J. LUIS CARVAJAL
Publicado por la Universidad Autónoma de Nuevo León, La espera y la memoria de Adriana Dorantes es un poemario que duele por su tema y conmociona por su franqueza. El título plantea una tensión entre una espera de lo futuro y una memoria de lo pasado que se condensan en una ausencia presente: el abandono del padre, la soledad de la hija. Es pertinente suponer que la voz lírica del libro se corresponde con la voz de su autora/ protagonista por la fuerza y la sinceridad su reclamo. “El camino opuesto a mi ser reverdeció entre la bruma / soy hija de la indiferencia. / Mi padre: / líder de aquella estirpe que se aleja, / otro más de aquellos que ignoran / y triunfan por la soledad de sus ausencias”, reclama la autora al final del primer poema, para recordarnos que el abandono paterno es casi una enfermedad nacional: el ominoso síndrome de Pedro Páramo, expresado ahora desde el corazón de una hija suya.
Como en los capítulos de una novela autobiográfica, la autora confiesa, poema a poema, cómo se va agravando este hueco, abonado por el silencio de la madre, que se niega a confesar el nombre del ausente, como si así pudiera acallar su dolor y encubrir su vacío. Aun así, la autora sabe que es posible vivir, como sobreviven tantas personas sin padre, sin apellido que respalde sus documentos oficiales, sin una figura que los acompañe en las fiestas escolares. Además de incurable, esa orfandad del alma se vuelve ubicua, omnipresente. Un vacío de paternidad que es “un pozo de mentiras / una lengua de serpiente / una peste que aniquila”, un cáncer que convierte todo en soledad y desamparo, incluso el amor, la experiencia de lo erótico, que la autora vive con nostalgia anticipada, sufriendo de antemano la separación, el inevitable duelo: “El amor es una gotera que alimenta / los frágiles umbrales de nuestras disertaciones / Sabemos que la primavera es breve / que no se extiende más allá de estas paredes”.
Con versos irregulares, sin adornos ni metáforas que iluminen sus penumbras, la autora enfrenta la inminencia de su maternidad mientras le habla a la creatura que incuba su vientre: “Te conservé sin el deseo, / un río de dudas marcó el principio y tu nombre tomó forma / en la bruma de una carencia”, y aun así le promete que “mientras no existas todavía en mis brazos, / mientras te arrulles con mi caminar en la tibieza (…) iré pensando en mis faltas / en las maneras de quitarte dulcemente las vendas / y arrojarte de lleno a un mundo que no te necesita”. La autora sabe que la historia se ha repetido, que heredará a su creatura la misma ausencia que ella heredó de su madre, y que en ella se repetirá el destino de su mamá y su abuela y toda esa estirpe de mujeres que se pasaron la vida a la espera del varón que se ha ido.

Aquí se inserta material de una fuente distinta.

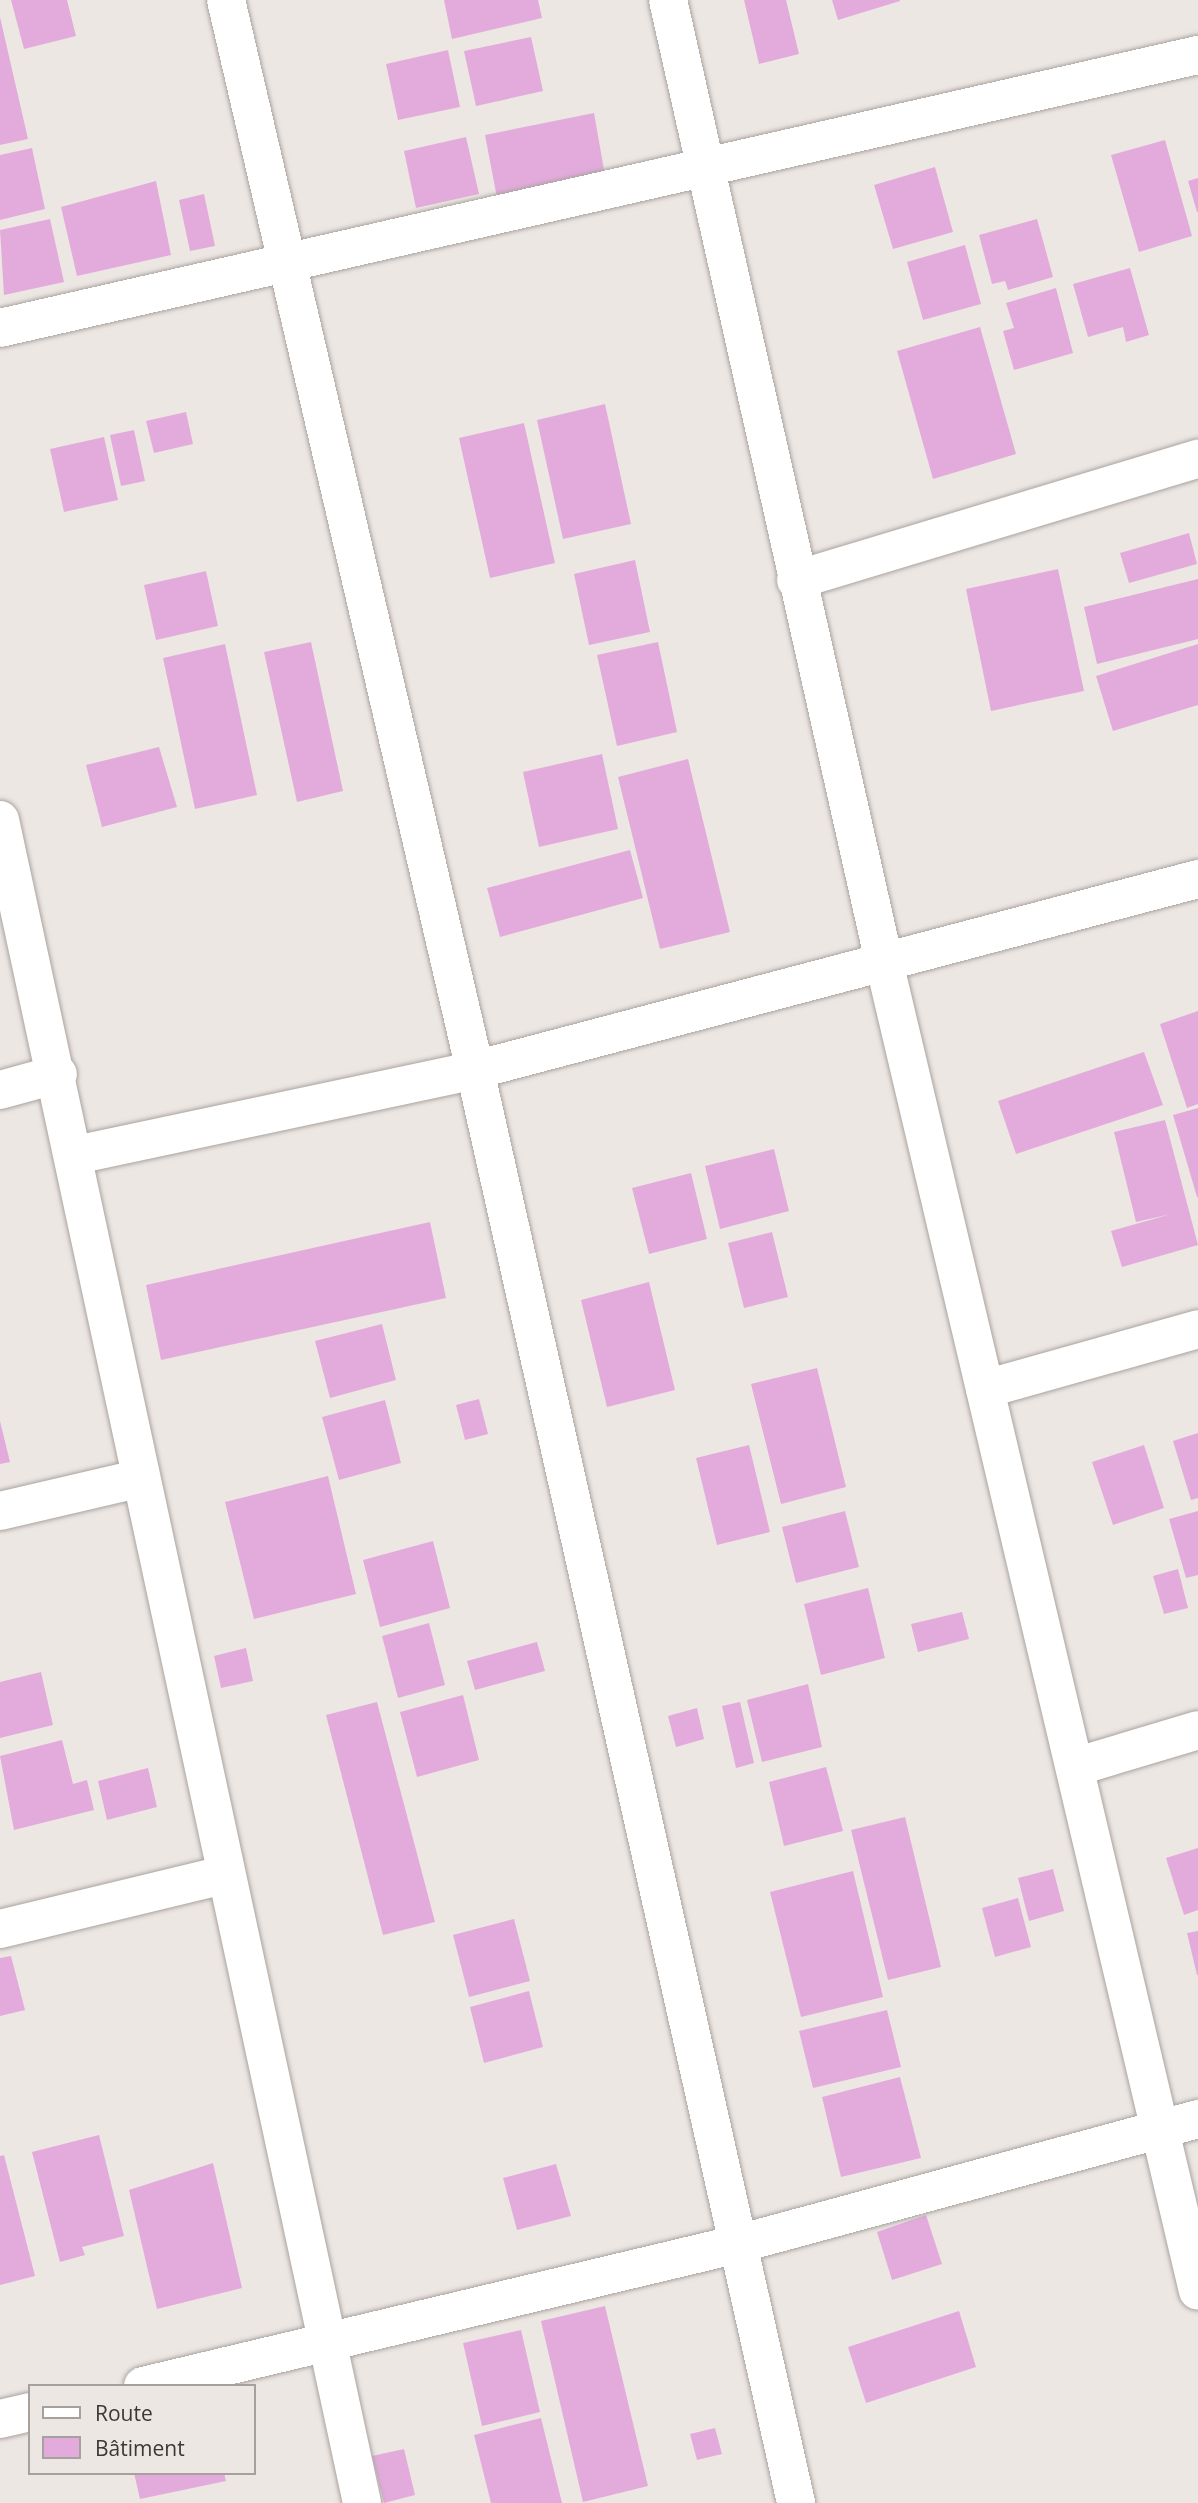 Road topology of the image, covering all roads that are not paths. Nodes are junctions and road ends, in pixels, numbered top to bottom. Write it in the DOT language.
graph roads {
  1 [pos="226,0"];
  2 [pos="668,0"];
  3 [pos="1198,55"];
  4 [pos="704,167"];
  5 [pos="286,262"];
  6 [pos="0,328"];
  7 [pos="1198,459"];
  8 [pos="796,580"];
  9 [pos="0,820"];
  10 [pos="1198,880"];
  11 [pos="885,966"];
  12 [pos="475,1070"];
  13 [pos="58,1074"];
  14 [pos="0,1090"];
  15 [pos="76,1156"];
  16 [pos="1198,1329"];
  17 [pos="985,1390"];
  18 [pos="138,1479"];
  19 [pos="0,1511"];
  20 [pos="1198,1730"];
  21 [pos="1075,1767"];
  22 [pos="224,1875"];
  23 [pos="0,1929"];
  24 [pos="1180,2124"];
  25 [pos="738,2244"];
  26 [pos="1198,2291"];
  27 [pos="324,2344"];
  28 [pos="152,2384"];
  29 [pos="28,2412"];
  30 [pos="0,2419"];
  31 [pos="362,2503"];
  32 [pos="796,2503"];
  1 -- 5 [label="street"];
  2 -- 4 [label="street"];
  3 -- 4 [label="street"];
  4 -- 5 [label="street"];
  4 -- 8 [label="street"];
  5 -- 6 [label="street"];
  5 -- 12 [label="street"];
  7 -- 8 [label="street"];
  8 -- 11 [label="street"];
  9 -- 13 [label="street"];
  10 -- 11 [label="street"];
  11 -- 12 [label="street"];
  11 -- 17 [label="street"];
  12 -- 15 [label="street"];
  12 -- 25 [label="street"];
  13 -- 14 [label="street"];
  13 -- 15 [label="street"];
  15 -- 18 [label="street"];
  16 -- 17 [label="street"];
  17 -- 21 [label="street"];
  18 -- 19 [label="street"];
  18 -- 22 [label="street"];
  20 -- 21 [label="street"];
  21 -- 24 [label="street"];
  22 -- 23 [label="street"];
  22 -- 27 [label="street"];
  24 -- 25 [label="street"];
  24 -- 26 [label="street"];
  25 -- 27 [label="street"];
  25 -- 32 [label="street"];
  27 -- 28 [label="street"];
  27 -- 31 [label="street"];
  29 -- 30 [label="street"];
}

Y confiesa sus miedos sin rodeos: “Dicen que debería amarte desde ahora, sin conocerte, / aunque lo que siento todos los días se parece más al miedo, / al terror de no amarte al toparme con la luz / que se supone traes, indudable, implícita”.
Al intuir en carne propia el destino de su estirpe, la autora entiende que la ausencia paterna no es sino metáfora de la ausencia divina. Los dioses no son sino padres ausentes, “famélicos de sufrimiento”, que nos abandonaron en el mundo a merced de nuestra soledad. A esos dioses patriarcales se refiere en el poema titulado “Azar o destino”, donde se pregunta: “Qué dirán a sus hijos si cuestionan el mundo / o cuando sepan que todo respiro es en realidad un gran sinsentido (…) que en realidad sólo son títeres igual que todos, / del designio de la nada y la casualidad”. Una conclusión desoladora y abismal que la autora enfrenta con entereza: “Por mi cuenta he triunfado en el sendero de la penumbra, / la angustia fenece en el instante de la revelación: / aunque la sombra / también angustie / también lastime / es posible amar la oscuridad”.